Tuesday, December 19, 2006

Ask and ye shall receive

For those of you who asked, I finally made a nice organized Flickr set of recently completed projects for you. If you see something you like, just let me know. I tend to have lots of free time on my hands lately, but I don't know how long that will last! Especially since I plan on teaching my self how to both knit and crochet once I'm home :) The link is in the pretty flash badge on the left and here. Enjoy!

Monday, December 11, 2006

12 days...

For what is likely to be our last weekend trip, we headed to Nuernberg to visit with Andreas and Doreen and go to Germany's "Biggest" Christkindelmarkt. Like all of our past trips, this one was not without it's weird and fun moments.

- There is not a single hotel or hostel available in the whole city, so we have to settle for a pension. This is where you get to rent out someone's apartment for a night. Sounds ok, especially for only 35 Euros. We arrive at the office to pay and pick up our keys and meet the two weirdest guys in the country, for sure. One holds Eric hostage in the office for 25 minutes with his woeful tale of being deserted by his American son-in-law ten years prior, from which he has clearly never recovered. He looks near tears. The other tries desperately to talk to me, while I try desperately not to look at his crusty, purple sweater and peeling, bloody lips. I pretend I can't understand German, so he starts speaking in damn good English. Blast!

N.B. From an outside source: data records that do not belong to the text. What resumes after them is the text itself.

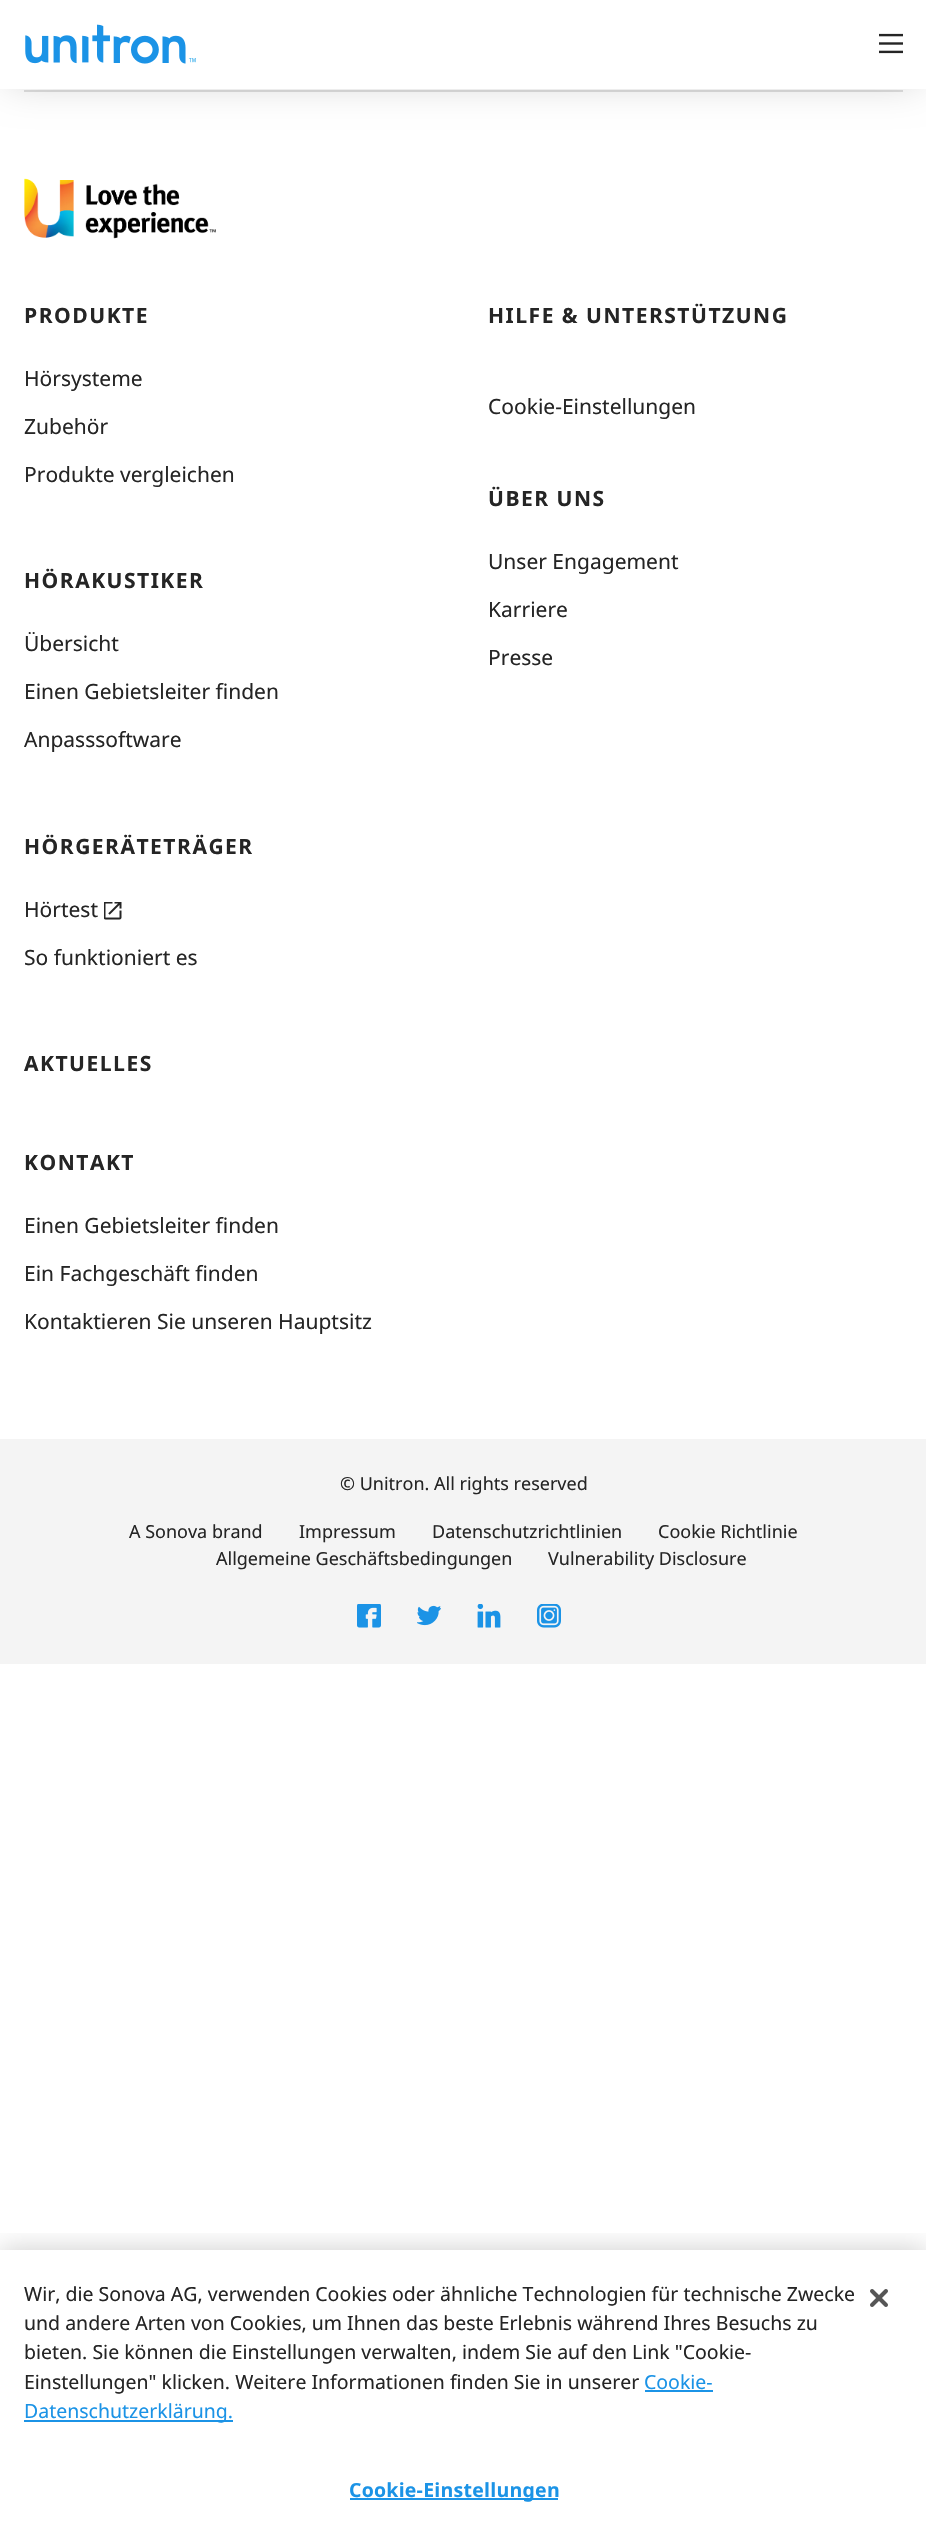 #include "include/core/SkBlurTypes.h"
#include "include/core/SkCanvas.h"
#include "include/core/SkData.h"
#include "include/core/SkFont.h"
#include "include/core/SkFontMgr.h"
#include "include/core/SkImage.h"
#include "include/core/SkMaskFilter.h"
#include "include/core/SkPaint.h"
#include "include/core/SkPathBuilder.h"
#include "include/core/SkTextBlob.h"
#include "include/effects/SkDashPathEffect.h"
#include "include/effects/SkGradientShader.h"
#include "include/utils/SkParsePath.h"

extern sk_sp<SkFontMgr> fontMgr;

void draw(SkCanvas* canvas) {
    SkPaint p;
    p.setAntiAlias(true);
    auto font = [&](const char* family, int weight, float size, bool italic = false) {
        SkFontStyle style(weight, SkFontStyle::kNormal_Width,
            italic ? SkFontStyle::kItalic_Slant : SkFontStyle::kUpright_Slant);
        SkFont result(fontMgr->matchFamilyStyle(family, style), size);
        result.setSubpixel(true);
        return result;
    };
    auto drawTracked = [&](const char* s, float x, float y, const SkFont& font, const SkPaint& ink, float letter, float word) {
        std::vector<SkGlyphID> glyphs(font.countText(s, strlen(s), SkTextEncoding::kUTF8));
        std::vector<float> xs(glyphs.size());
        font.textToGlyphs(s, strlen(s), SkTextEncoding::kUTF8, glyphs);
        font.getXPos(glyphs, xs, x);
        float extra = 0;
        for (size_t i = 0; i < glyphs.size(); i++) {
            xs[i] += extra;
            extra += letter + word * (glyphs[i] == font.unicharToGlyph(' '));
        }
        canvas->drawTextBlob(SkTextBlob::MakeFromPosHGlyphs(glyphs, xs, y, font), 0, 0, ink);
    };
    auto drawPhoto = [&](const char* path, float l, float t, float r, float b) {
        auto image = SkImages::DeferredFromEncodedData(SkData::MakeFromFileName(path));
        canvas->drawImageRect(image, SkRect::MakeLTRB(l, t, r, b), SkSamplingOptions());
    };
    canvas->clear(0xFFFFFFFF);
    p.setColor(0xFFDFDFDF);
    canvas->drawRect(SkRect::MakeLTRB(24, 90, 903, 92), p);
    p.setColor(0x33000000);
    p.setMaskFilter(SkMaskFilter::MakeBlur(kNormal_SkBlurStyle, 20));
    canvas->drawRect(SkRect::MakeLTRB(8, 8, 920, 81), p);
    p.setMaskFilter(nullptr);
    p.setColor(0xFFFFFFFF);
    canvas->drawRect(SkRect::MakeLTRB(0, 0, 926, 89), p);
    drawPhoto("media/1.png", 25, 24, 196, 64);
    drawPhoto("media/2.png", 879, 33, 903, 54);
    drawPhoto("media/3.png", 24, 178, 216, 239);
    auto font1 = font("Noto Sans", 700, 21);
    p.setColor(0xFF252525);
    drawTracked("PRODUKTE", 24, 323, font1, p, 1.5f, 0);
    auto font2 = font("Noto Sans", 400, 21);
    {
        const struct { const char* s; float x, y; } items[] = {
            {"Hörsysteme", 24, 386},
            {"Zubehör", 24, 434},
            {"Produkte vergleichen", 24, 482},
        };
        for (auto [s, x, y] : items) {
            canvas->drawString(s, x, y, font2, p);
        }
    }
    drawTracked("HILFE & UNTERSTÜTZUNG", 488, 323, font1, p, 1.5f, 0);
    canvas->drawString("Cookie-Einstellungen", 488, 414, font2, p);
    drawTracked("ÜBER UNS", 488, 506, font1, p, 1.5f, 0);
    {
        const struct { const char* s; float x, y; } items[] = {
            {"Unser Engagement", 488, 569},
            {"Karriere", 488, 617},
            {"Presse", 488, 665},
        };
        for (auto [s, x, y] : items) {
            canvas->drawString(s, x, y, font2, p);
        }
    }
    drawTracked("HÖRAKUSTIKER", 24, 588, font1, p, 1.5f, 0);
    {
        const struct { const char* s; float x, y; } items[] = {
            {"Übersicht", 24, 651},
            {"Einen Gebietsleiter finden", 24, 699},
            {"Anpasssoftware", 24, 747},
        };
        for (auto [s, x, y] : items) {
            canvas->drawString(s, x, y, font2, p);
        }
    }
    drawTracked("HÖRGERÄTETRÄGER", 24, 854, font1, p, 1.5f, 0);
    canvas->drawString("Hörtest", 24, 917, font2, p);
    drawPhoto("media/4.png", 104, 902, 122, 920);
    canvas->drawString("So funktioniert es", 24, 965, font2, p);
    drawTracked("AKTUELLES", 24, 1071, font1, p, 1.5f, 0);
    drawTracked("KONTAKT", 24, 1170, font1, p, 1.5f, 0);
    {
        const struct { const char* s; float x, y; } items[] = {
            {"Einen Gebietsleiter finden", 24, 1233},
            {"Ein Fachgeschäft finden", 24, 1281},
            {"Kontaktieren Sie unseren Hauptsitz", 24, 1329},
        };
        for (auto [s, x, y] : items) {
            canvas->drawString(s, x, y, font2, p);
        }
    }
    p.setColor(0xFFF4F4F4);
    canvas->drawRect(SkRect::MakeLTRB(0, 1439, 926, 1664), p);
    auto font3 = font("Noto Sans", 400, 18);
    p.setColor(0xFF252525);
    {
        const struct { const char* s; float x, y; } items[] = {
            {"© Unitron. All rights reserved", 340, 1490},
            {"A Sonova brand", 129, 1538},
            {"Impressum", 299, 1538},
            {"Datenschutzrichtlinien", 432, 1538},
            {"Cookie Richtlinie", 658, 1538},
            {"Allgemeine Geschäftsbedingungen", 216, 1565},
            {"Vulnerability Disclosure", 548, 1565},
        };
        for (auto [s, x, y] : items) {
            canvas->drawString(s, x, y, font3, p);
        }
    }
    drawPhoto("media/5.png", 357, 1604, 381, 1628);
    drawPhoto("media/6.png", 417, 1605, 441, 1626);
    drawPhoto("media/7.png", 477, 1604, 501, 1628);
    drawPhoto("media/8.png", 537, 1604, 561, 1628);
    canvas->save();
    canvas->clipRect(SkRect::MakeLTRB(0, 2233, 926, 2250));
    p.setColor(0x33000000);
    p.setMaskFilter(SkMaskFilter::MakeBlur(kNormal_SkBlurStyle, 13.5f));
    canvas->drawRect(SkRect::MakeLTRB(0, 2250, 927, 2544), p);
    p.setMaskFilter(nullptr);
    canvas->restore();
    auto font4 = font("Noto Sans", 400, 19.5f);
    p.setColor(0xFF252525);
    {
        const struct { const char* s; float x, y; } items[] = {
            {"Wir, die Sonova AG, verwenden Cookies oder ähnliche Technologien für technische Zwecke", 24, 2301},
            {"und andere Arten von Cookies, um Ihnen das beste Erlebnis während Ihres Besuchs zu", 24, 2330},
            {"bieten. Sie können die Einstellungen verwalten, indem Sie auf den Link \"Cookie-", 24, 2359},
            {"Einstellungen\" klicken. Weitere Informationen finden Sie in unserer", 24, 2389},
        };
        for (auto [s, x, y] : items) {
            canvas->drawString(s, x, y, font4, p);
        }
    }
    p.setColor(0xFF1B93E6);
    canvas->drawString("Cookie-", 644, 2389, font4, p);
    canvas->drawRect(SkRect::MakeLTRB(645, 2390, 713, 2392), p);
    canvas->drawRect(SkRect::MakeLTRB(24, 2420, 233, 2422), p);
    canvas->drawString("Datenschutzerklärung.", 24, 2418, font4, p);
    canvas->drawRect(SkRect::MakeLTRB(350, 2498, 558, 2500), p);
    auto font5 = font("Noto Sans", 700, 19.5f);
    drawTracked("Cookie-Einstellungen", 349, 2497, font5, p, 0.25f, 0);
    drawPhoto("media/9.png", 870, 2289, 888, 2307);
}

- It rains the whole day while we wander through the market. Luckily I have a giant red umbrella, but rather than keep us dry, I end up maiming people since there is such a huge crowd. It wouldn't be so bad if the all older women here didn't insist on transporting their tiny dogs in baby carriages. Apparently they are afraid a Yorkie on a leash would get trampled. They push these dogs around like they own the place, rolling over your feet with the carriages, while wrapping the dogs in sherpa and feeding them gingerbread.

- Early on we have mugs of Gluehwein and Feuerzagenbowle, both hot and spiced, but the latter also involves soaking sugar cones in rum and lighting them on fire. It's damn tasty, and fully responsible for why I have now run out of stories of that night. I know somewhere in there we ate dinner, tried beer that tastes like ham, had a drink at a Mexican place and something else. I just don't really remember the rest.

- The next day is gorgeous and sunny, so I drag Eric through the market to do some actual shopping. I get excited to find pickle ornaments, having heard of the "German Christmas Pickle"legend before. The story is that you hide a pickle on your Christmas tree and the first person to find it gets a year of good luck and prosperity. Plus, the ornaments ar so cute and shiny! I buy four of them as gifts. Turns out the "tradition" is a load of quatsch (German for bullshit)! We ask Doreen and Andreas later and they have never heard of it. We look it up online and find this article. Another conspiracy, man.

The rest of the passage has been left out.